[PROMPT] The lines below that include "Piazza" are to be found and copied.

___ SUPPLIED DATA

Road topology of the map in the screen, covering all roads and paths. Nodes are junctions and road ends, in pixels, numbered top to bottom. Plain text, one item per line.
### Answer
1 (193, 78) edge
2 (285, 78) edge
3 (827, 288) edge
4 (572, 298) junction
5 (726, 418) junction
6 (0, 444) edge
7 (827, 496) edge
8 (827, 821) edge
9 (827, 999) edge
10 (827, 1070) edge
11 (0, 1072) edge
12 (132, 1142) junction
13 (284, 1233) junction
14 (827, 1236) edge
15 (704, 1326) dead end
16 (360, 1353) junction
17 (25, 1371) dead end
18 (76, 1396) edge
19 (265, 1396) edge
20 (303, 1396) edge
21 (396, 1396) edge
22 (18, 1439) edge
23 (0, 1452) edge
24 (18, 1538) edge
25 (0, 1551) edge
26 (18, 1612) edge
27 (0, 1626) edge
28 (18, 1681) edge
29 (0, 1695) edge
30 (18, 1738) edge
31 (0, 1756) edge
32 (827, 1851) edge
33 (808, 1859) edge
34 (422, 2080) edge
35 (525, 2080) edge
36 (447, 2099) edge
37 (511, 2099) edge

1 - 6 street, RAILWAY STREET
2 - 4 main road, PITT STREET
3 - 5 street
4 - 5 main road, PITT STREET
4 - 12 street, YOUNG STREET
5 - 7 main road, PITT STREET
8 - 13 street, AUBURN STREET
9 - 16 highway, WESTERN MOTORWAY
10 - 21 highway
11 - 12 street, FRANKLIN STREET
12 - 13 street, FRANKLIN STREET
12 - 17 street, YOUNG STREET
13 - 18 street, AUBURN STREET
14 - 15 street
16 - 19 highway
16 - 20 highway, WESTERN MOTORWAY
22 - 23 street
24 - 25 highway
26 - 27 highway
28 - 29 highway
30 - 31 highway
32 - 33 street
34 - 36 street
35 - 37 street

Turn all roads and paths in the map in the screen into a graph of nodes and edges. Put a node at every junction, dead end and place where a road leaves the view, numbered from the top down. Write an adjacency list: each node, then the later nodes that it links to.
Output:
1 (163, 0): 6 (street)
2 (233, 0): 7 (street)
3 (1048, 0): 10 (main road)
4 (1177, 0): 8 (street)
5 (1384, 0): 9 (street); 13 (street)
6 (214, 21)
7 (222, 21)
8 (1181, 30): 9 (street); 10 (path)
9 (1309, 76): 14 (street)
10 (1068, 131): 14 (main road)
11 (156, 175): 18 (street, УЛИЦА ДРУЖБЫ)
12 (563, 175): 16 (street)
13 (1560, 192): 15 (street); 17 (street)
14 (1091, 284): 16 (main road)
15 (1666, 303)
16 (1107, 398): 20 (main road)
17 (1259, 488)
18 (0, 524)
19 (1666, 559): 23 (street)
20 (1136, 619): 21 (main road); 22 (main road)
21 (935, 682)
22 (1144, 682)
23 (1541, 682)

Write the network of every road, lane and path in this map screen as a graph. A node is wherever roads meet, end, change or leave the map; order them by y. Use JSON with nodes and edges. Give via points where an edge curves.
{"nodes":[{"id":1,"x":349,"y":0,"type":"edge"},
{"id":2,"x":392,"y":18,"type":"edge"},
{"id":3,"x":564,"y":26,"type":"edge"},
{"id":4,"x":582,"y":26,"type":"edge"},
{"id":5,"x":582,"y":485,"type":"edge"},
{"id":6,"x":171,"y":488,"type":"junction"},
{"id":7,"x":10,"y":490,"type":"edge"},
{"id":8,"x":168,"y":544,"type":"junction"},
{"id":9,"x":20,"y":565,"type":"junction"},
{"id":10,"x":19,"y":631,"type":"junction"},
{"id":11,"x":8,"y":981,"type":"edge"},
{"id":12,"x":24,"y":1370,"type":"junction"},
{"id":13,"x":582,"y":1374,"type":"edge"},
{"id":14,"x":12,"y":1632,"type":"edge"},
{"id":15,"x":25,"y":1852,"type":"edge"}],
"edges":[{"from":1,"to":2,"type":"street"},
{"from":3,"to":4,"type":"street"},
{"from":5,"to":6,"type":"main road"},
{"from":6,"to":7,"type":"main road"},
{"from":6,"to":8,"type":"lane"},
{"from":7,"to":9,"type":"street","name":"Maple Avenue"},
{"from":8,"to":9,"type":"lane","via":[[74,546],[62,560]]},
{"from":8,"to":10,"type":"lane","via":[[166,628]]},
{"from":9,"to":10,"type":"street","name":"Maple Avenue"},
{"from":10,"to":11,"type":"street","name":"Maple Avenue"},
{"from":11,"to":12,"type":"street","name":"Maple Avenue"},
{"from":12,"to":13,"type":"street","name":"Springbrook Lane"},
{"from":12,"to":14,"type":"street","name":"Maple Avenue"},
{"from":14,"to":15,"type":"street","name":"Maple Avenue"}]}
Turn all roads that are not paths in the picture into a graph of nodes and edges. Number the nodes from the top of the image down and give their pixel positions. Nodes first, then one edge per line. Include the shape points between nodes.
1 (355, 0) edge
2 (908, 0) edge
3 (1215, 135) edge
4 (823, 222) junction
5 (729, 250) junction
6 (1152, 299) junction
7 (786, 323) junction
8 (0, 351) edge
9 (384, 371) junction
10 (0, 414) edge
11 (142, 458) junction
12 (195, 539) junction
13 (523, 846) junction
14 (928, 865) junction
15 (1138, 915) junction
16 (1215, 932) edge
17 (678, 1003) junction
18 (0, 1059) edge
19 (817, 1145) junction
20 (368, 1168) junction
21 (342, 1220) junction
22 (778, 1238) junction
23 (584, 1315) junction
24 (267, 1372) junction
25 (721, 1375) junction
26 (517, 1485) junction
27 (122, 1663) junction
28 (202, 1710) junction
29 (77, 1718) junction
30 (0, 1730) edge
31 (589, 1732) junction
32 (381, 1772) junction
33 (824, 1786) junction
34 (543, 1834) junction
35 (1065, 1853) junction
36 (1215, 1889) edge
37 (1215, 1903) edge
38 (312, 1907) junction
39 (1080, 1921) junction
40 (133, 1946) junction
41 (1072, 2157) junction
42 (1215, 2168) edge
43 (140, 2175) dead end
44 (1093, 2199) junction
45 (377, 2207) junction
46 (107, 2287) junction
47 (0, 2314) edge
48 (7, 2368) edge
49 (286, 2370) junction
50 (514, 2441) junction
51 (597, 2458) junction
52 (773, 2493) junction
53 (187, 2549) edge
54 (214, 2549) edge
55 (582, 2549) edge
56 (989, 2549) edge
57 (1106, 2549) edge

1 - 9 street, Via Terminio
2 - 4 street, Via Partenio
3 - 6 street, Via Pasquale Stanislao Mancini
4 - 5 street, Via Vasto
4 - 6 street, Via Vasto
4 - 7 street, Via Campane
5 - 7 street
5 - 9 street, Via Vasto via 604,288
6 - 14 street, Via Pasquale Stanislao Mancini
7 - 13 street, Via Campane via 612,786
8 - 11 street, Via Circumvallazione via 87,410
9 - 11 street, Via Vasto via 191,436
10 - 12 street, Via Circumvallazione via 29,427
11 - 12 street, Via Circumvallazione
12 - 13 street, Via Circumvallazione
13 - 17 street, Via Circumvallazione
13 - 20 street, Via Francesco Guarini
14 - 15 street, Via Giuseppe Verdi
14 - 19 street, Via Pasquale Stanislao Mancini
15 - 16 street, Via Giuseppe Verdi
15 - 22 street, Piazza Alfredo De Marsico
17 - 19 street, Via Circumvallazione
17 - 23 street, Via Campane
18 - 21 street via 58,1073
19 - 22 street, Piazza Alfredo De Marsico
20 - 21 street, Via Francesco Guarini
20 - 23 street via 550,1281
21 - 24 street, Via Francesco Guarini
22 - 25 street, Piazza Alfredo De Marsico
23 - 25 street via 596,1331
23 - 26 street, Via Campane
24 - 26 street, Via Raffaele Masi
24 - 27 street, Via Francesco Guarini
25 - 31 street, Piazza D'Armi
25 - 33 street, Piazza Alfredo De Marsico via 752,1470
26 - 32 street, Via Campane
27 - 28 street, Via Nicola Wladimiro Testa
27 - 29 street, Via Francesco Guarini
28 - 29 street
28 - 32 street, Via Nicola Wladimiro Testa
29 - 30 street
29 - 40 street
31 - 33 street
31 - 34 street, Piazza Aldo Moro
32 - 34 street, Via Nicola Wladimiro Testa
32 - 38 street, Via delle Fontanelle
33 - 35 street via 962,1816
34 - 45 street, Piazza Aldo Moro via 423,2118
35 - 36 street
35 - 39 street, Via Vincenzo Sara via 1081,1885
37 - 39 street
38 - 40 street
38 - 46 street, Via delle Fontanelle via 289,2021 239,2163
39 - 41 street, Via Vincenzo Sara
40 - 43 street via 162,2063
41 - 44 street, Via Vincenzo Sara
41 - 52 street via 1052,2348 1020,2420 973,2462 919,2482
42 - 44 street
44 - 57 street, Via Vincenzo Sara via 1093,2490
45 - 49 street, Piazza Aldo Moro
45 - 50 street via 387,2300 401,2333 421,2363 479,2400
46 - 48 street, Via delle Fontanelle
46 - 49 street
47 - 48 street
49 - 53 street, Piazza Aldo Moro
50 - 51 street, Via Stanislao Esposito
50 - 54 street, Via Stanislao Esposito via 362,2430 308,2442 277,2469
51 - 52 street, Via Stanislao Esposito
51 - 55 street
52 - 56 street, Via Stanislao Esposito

______

[ANSWER SECTION]
15 - 22 street, Piazza Alfredo De Marsico
19 - 22 street, Piazza Alfredo De Marsico
22 - 25 street, Piazza Alfredo De Marsico
25 - 31 street, Piazza D'Armi
25 - 33 street, Piazza Alfredo De Marsico via 752,1470
31 - 34 street, Piazza Aldo Moro
34 - 45 street, Piazza Aldo Moro via 423,2118
45 - 49 street, Piazza Aldo Moro
49 - 53 street, Piazza Aldo Moro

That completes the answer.